* **Brief**
Below are the records. Transcribe them exactly.

* **Exercise data**

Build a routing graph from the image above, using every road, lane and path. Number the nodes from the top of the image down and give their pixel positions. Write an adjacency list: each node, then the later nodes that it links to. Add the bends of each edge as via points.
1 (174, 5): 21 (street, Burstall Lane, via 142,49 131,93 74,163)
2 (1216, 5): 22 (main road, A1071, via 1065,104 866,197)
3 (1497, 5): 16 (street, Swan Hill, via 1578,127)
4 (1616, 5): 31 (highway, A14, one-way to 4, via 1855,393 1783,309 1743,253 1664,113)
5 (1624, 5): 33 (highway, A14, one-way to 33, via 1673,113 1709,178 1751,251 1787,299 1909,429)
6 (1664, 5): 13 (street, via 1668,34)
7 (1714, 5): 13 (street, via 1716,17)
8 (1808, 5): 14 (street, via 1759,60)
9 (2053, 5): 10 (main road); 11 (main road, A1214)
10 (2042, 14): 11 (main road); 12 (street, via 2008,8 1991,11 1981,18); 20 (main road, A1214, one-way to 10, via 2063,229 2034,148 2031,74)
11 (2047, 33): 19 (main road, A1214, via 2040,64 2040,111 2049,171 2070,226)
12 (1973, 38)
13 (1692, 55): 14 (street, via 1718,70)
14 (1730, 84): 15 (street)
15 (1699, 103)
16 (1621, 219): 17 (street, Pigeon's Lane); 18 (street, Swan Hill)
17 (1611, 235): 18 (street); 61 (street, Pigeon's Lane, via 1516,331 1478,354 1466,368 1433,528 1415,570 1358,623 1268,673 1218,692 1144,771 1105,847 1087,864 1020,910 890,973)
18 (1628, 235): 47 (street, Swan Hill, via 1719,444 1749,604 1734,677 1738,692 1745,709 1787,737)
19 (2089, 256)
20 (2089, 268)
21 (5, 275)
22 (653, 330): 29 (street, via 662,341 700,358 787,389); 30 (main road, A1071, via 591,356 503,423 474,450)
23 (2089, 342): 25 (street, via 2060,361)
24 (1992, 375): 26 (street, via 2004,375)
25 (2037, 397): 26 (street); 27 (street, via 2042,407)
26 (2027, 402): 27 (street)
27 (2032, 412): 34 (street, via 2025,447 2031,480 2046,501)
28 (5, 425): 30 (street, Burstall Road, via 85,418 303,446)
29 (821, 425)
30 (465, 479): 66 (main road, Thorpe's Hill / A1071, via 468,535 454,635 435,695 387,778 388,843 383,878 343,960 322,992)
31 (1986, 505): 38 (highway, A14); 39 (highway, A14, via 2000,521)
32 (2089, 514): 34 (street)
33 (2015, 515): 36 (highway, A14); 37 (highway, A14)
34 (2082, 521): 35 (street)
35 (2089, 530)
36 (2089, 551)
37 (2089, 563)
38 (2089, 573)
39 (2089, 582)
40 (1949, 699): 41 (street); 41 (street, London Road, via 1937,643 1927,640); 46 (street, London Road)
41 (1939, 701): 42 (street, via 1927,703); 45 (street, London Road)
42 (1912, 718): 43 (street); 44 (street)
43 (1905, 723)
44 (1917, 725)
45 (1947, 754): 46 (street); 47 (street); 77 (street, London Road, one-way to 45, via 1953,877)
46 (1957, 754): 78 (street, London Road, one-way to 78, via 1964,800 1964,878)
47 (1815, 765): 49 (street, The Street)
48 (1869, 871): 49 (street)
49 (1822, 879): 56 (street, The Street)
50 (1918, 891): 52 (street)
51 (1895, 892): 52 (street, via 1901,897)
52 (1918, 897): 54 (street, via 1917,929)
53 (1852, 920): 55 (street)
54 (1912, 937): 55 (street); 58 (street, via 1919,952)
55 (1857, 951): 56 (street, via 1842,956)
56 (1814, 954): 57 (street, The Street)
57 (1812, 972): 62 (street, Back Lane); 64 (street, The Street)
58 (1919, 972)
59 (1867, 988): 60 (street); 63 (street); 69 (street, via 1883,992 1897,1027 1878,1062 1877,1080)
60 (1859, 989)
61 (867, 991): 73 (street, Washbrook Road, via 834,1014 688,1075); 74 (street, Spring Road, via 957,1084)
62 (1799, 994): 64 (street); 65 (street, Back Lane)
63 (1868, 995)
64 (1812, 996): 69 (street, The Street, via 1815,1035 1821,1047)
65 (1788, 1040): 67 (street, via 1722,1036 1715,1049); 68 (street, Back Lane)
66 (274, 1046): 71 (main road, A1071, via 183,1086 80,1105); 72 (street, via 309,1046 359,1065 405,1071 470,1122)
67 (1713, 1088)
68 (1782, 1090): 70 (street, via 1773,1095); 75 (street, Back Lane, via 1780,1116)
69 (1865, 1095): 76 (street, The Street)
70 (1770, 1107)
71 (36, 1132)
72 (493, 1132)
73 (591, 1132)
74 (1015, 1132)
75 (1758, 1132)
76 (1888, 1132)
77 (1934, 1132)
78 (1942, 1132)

* **Answer box**
Build a routing graph from the image above, using every road, lane and path. Number the nodes from the top of the image down and give their pixel positions. Write an adjacency list: each node, then the later nodes that it links to. Add the bends of each edge as via points.
1 (174, 5): 21 (street, Burstall Lane, via 142,49 131,93 74,163)
2 (1216, 5): 22 (main road, A1071, via 1065,104 866,197)
3 (1497, 5): 16 (street, Swan Hill, via 1578,127)
4 (1616, 5): 31 (highway, A14, one-way to 4, via 1855,393 1783,309 1743,253 1664,113)
5 (1624, 5): 33 (highway, A14, one-way to 33, via 1673,113 1709,178 1751,251 1787,299 1909,429)
6 (1664, 5): 13 (street, via 1668,34)
7 (1714, 5): 13 (street, via 1716,17)
8 (1808, 5): 14 (street, via 1759,60)
9 (2053, 5): 10 (main road); 11 (main road, A1214)
10 (2042, 14): 11 (main road); 12 (street, via 2008,8 1991,11 1981,18); 20 (main road, A1214, one-way to 10, via 2063,229 2034,148 2031,74)
11 (2047, 33): 19 (main road, A1214, via 2040,64 2040,111 2049,171 2070,226)
12 (1973, 38)
13 (1692, 55): 14 (street, via 1718,70)
14 (1730, 84): 15 (street)
15 (1699, 103)
16 (1621, 219): 17 (street, Pigeon's Lane); 18 (street, Swan Hill)
17 (1611, 235): 18 (street); 61 (street, Pigeon's Lane, via 1516,331 1478,354 1466,368 1433,528 1415,570 1358,623 1268,673 1218,692 1144,771 1105,847 1087,864 1020,910 890,973)
18 (1628, 235): 47 (street, Swan Hill, via 1719,444 1749,604 1734,677 1738,692 1745,709 1787,737)
19 (2089, 256)
20 (2089, 268)
21 (5, 275)
22 (653, 330): 29 (street, via 662,341 700,358 787,389); 30 (main road, A1071, via 591,356 503,423 474,450)
23 (2089, 342): 25 (street, via 2060,361)
24 (1992, 375): 26 (street, via 2004,375)
25 (2037, 397): 26 (street); 27 (street, via 2042,407)
26 (2027, 402): 27 (street)
27 (2032, 412): 34 (street, via 2025,447 2031,480 2046,501)
28 (5, 425): 30 (street, Burstall Road, via 85,418 303,446)
29 (821, 425)
30 (465, 479): 66 (main road, Thorpe's Hill / A1071, via 468,535 454,635 435,695 387,778 388,843 383,878 343,960 322,992)
31 (1986, 505): 38 (highway, A14); 39 (highway, A14, via 2000,521)
32 (2089, 514): 34 (street)
33 (2015, 515): 36 (highway, A14); 37 (highway, A14)
34 (2082, 521): 35 (street)
35 (2089, 530)
36 (2089, 551)
37 (2089, 563)
38 (2089, 573)
39 (2089, 582)
40 (1949, 699): 41 (street); 41 (street, London Road, via 1937,643 1927,640); 46 (street, London Road)
41 (1939, 701): 42 (street, via 1927,703); 45 (street, London Road)
42 (1912, 718): 43 (street); 44 (street)
43 (1905, 723)
44 (1917, 725)
45 (1947, 754): 46 (street); 47 (street); 77 (street, London Road, one-way to 45, via 1953,877)
46 (1957, 754): 78 (street, London Road, one-way to 78, via 1964,800 1964,878)
47 (1815, 765): 49 (street, The Street)
48 (1869, 871): 49 (street)
49 (1822, 879): 56 (street, The Street)
50 (1918, 891): 52 (street)
51 (1895, 892): 52 (street, via 1901,897)
52 (1918, 897): 54 (street, via 1917,929)
53 (1852, 920): 55 (street)
54 (1912, 937): 55 (street); 58 (street, via 1919,952)
55 (1857, 951): 56 (street, via 1842,956)
56 (1814, 954): 57 (street, The Street)
57 (1812, 972): 62 (street, Back Lane); 64 (street, The Street)
58 (1919, 972)
59 (1867, 988): 60 (street); 63 (street); 69 (street, via 1883,992 1897,1027 1878,1062 1877,1080)
60 (1859, 989)
61 (867, 991): 73 (street, Washbrook Road, via 834,1014 688,1075); 74 (street, Spring Road, via 957,1084)
62 (1799, 994): 64 (street); 65 (street, Back Lane)
63 (1868, 995)
64 (1812, 996): 69 (street, The Street, via 1815,1035 1821,1047)
65 (1788, 1040): 67 (street, via 1722,1036 1715,1049); 68 (street, Back Lane)
66 (274, 1046): 71 (main road, A1071, via 183,1086 80,1105); 72 (street, via 309,1046 359,1065 405,1071 470,1122)
67 (1713, 1088)
68 (1782, 1090): 70 (street, via 1773,1095); 75 (street, Back Lane, via 1780,1116)
69 (1865, 1095): 76 (street, The Street)
70 (1770, 1107)
71 (36, 1132)
72 (493, 1132)
73 (591, 1132)
74 (1015, 1132)
75 (1758, 1132)
76 (1888, 1132)
77 (1934, 1132)
78 (1942, 1132)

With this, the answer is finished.